Your variants of the first example are all grammatical, but they do not mean what you probably intended by the first example.
Part of the problem is that "justify" is frequently used instead of "try to justify." MW defines the word to mean "to prove or show [something] to be right, just, or reasonable."
Moreover, the variants are orders not to use your intelligence in order to find valid reasons for your idleness. I greatly doubt that is what you are trying to say.
Here is what I suspect you mean by your first example:
Do not claim that your intelligence justifies your idleness.
More simply
Your intelligence does not justify your idleness.
Your mention of an "instrumental case" suggests to me that you are trying to use a form that exists in your native language. Case is seldom a useful concept in English, which has only remnants of inflection.
EDIT:
I shall not try to explain differences between Russian and English because I know no Russian. I know that Russian that suffixes on the ends of words (inflections) heavily affect meaning. English is much, much less reliant on suffixes to create meaning. English, however, is heavily dependent on lexical means to create meaning. For example,
"Justify" may be used in the following way
Person X justified his actions
means
Person X argued successfully that his actions were correct.

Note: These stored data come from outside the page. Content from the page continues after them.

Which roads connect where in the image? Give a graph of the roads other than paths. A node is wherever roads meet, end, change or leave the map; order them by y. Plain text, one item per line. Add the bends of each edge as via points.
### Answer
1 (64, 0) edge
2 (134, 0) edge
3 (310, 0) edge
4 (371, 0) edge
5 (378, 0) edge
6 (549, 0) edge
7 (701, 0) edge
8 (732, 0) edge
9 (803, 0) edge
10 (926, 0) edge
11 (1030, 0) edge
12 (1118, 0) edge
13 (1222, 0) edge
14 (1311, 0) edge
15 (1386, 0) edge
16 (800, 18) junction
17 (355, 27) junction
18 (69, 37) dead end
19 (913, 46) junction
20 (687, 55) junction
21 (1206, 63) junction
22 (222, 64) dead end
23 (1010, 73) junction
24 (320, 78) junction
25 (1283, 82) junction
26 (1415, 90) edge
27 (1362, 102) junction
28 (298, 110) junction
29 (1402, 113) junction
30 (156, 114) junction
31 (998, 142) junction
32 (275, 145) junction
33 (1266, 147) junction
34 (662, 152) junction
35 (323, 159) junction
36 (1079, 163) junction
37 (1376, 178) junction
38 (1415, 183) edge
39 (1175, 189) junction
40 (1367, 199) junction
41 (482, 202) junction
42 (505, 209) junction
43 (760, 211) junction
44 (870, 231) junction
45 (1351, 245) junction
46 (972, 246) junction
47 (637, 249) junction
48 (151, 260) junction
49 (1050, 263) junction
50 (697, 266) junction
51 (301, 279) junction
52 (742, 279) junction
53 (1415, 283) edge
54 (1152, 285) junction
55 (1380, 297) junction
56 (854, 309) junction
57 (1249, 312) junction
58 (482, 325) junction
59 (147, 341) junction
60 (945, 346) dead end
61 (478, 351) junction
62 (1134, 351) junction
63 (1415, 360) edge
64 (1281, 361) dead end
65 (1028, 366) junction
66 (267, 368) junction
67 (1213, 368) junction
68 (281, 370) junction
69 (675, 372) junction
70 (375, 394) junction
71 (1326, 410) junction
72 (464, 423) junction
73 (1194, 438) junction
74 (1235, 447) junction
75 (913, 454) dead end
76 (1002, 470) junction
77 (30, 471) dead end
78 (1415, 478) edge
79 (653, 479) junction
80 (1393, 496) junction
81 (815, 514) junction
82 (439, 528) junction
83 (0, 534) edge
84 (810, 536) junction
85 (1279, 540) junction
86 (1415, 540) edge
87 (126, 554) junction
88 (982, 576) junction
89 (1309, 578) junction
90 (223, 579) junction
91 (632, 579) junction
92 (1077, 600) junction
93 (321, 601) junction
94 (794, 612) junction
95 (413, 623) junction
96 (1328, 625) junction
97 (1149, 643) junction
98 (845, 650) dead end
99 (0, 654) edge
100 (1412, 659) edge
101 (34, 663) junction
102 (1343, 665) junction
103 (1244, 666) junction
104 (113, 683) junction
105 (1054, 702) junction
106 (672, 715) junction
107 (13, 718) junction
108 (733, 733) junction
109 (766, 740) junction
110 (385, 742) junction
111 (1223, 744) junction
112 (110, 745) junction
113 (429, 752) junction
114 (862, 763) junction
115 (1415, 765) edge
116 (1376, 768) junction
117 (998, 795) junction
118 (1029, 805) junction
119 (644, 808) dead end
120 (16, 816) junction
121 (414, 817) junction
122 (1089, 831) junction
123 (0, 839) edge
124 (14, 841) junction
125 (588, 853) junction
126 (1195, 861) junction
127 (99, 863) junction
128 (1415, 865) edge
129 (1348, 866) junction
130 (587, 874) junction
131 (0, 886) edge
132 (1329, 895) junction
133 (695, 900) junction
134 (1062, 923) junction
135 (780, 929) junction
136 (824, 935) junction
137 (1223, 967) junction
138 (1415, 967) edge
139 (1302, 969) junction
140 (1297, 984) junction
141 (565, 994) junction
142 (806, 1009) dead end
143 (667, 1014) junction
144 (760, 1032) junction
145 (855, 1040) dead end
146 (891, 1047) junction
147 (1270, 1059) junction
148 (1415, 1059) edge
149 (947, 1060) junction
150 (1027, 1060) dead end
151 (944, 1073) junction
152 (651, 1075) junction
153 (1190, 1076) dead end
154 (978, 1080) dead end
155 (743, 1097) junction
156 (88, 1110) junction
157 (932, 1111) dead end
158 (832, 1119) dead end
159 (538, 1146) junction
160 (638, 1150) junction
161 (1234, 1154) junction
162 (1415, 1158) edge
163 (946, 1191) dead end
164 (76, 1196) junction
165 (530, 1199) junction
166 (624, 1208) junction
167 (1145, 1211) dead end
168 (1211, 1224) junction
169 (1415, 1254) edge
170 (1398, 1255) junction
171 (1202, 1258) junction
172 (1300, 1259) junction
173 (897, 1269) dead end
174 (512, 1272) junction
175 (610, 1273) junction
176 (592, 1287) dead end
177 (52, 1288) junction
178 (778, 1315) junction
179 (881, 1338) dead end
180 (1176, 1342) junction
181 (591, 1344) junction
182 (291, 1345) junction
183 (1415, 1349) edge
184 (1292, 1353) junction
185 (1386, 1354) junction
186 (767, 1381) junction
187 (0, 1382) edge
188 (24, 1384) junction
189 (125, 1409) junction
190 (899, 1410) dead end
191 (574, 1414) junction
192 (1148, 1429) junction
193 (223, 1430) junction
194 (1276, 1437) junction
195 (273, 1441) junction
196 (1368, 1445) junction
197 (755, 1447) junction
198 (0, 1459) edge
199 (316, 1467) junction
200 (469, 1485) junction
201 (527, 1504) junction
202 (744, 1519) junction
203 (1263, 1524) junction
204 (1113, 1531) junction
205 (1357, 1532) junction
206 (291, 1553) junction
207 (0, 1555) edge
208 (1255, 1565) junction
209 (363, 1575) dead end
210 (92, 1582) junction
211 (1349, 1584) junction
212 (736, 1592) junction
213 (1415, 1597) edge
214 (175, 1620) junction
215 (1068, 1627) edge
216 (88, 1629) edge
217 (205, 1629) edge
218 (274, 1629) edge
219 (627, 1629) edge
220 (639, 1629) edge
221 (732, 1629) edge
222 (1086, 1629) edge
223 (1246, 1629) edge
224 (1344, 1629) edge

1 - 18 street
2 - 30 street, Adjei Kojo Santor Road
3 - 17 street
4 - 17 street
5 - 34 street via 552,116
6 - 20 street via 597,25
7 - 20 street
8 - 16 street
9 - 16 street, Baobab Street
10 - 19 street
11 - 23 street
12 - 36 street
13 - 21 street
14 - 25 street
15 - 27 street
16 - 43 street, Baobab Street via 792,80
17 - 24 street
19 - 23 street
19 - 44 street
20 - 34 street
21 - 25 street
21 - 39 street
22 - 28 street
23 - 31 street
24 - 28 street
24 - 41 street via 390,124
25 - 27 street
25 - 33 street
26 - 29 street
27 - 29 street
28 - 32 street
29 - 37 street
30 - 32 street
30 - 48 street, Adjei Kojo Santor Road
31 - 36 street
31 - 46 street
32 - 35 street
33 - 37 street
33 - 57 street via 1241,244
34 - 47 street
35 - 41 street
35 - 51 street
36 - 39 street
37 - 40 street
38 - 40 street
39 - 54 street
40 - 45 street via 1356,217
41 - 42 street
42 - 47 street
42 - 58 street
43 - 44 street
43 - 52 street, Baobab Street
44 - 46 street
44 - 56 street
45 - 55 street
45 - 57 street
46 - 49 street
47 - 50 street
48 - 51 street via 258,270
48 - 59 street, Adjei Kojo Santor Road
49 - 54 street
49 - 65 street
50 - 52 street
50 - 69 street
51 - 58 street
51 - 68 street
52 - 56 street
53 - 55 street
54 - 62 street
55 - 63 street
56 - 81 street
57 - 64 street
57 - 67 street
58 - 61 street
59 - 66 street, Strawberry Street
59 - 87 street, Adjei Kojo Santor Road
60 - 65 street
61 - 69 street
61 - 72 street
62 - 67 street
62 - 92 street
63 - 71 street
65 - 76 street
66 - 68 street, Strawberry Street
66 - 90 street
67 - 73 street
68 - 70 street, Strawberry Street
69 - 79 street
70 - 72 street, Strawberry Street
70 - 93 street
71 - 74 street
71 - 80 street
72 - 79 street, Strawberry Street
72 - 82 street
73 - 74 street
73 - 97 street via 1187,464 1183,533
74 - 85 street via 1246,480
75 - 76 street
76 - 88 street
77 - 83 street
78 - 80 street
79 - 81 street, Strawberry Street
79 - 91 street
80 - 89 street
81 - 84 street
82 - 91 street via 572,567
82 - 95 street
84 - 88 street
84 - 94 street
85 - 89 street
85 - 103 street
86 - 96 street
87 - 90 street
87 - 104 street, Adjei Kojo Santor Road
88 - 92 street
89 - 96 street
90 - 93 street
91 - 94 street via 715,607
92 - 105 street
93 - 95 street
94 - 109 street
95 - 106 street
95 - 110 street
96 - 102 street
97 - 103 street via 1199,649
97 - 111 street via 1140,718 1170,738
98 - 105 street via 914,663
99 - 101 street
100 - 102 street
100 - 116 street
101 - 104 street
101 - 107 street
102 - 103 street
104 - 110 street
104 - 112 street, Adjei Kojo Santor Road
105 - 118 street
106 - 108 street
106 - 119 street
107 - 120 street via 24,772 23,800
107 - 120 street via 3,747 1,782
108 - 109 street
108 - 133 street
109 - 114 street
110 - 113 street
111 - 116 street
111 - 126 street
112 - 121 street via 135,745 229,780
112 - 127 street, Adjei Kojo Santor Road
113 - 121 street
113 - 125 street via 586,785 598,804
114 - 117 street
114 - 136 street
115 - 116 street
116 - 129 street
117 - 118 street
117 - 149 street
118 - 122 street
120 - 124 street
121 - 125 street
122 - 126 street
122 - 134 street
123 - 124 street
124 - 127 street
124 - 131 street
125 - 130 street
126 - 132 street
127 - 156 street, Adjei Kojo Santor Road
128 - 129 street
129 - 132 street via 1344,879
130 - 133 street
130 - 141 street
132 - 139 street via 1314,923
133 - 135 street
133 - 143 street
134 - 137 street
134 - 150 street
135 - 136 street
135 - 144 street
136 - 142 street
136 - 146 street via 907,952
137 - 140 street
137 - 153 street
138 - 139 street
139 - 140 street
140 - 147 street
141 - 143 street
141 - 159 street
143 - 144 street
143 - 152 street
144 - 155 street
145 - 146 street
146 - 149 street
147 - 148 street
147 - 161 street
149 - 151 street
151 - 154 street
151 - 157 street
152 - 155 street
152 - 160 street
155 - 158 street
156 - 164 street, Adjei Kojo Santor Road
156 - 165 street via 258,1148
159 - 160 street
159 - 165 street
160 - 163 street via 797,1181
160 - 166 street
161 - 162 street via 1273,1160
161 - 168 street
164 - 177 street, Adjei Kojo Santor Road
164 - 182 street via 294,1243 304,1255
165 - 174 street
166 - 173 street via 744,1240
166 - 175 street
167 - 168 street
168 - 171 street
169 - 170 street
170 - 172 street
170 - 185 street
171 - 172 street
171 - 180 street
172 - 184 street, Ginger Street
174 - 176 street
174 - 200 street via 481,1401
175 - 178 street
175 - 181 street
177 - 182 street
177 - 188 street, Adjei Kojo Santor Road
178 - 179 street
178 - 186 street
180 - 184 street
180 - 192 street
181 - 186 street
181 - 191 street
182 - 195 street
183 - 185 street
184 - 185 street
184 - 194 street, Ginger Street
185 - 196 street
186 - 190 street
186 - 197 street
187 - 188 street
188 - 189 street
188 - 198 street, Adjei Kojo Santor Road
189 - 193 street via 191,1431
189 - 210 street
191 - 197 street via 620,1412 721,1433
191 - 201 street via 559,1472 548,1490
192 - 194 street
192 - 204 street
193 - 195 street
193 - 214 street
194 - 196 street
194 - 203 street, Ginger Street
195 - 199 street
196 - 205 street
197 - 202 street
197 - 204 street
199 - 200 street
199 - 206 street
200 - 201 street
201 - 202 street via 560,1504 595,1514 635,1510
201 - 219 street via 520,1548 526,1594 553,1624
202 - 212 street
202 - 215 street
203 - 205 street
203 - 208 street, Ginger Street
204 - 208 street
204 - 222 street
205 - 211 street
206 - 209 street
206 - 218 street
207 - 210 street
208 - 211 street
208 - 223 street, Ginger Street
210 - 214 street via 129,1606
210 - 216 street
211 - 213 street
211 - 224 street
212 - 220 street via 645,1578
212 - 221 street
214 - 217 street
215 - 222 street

Notice that the subject is a person, and the meaning relates to the phyical action of speaking or writing as well as implying a result from that action.
Some people also say
Person X justified his actions
to mean
Person X tried to argue that his actions were correct, but was not successful
I prefer using "try to justify" in that case to avoid ambiguity. But again, a person is the subject, and the meaning relates to a physical action.
However, "justify" can be used in a different way
Y justifies X's actions
means
Y is the reason that X's actions were correct
Now the subject is not a person, and the meaning does not relate to a physical action, but rather to a logical relationship.
Your example was trying to squeeze both meanings into a single sentence.
Now you can do many things in English, but you cannot make a single utterance of one word convey two different meanings in the same sentence. You could use a word in two different senses in one sentence if the word is used two different times. That would be grammatical, but would usually be bad style.
Don't try to justify your idleness by saying that your intelligence justifies it
That is grammatical, but I would never write it. The shifting meanings of "justify" make it confusing.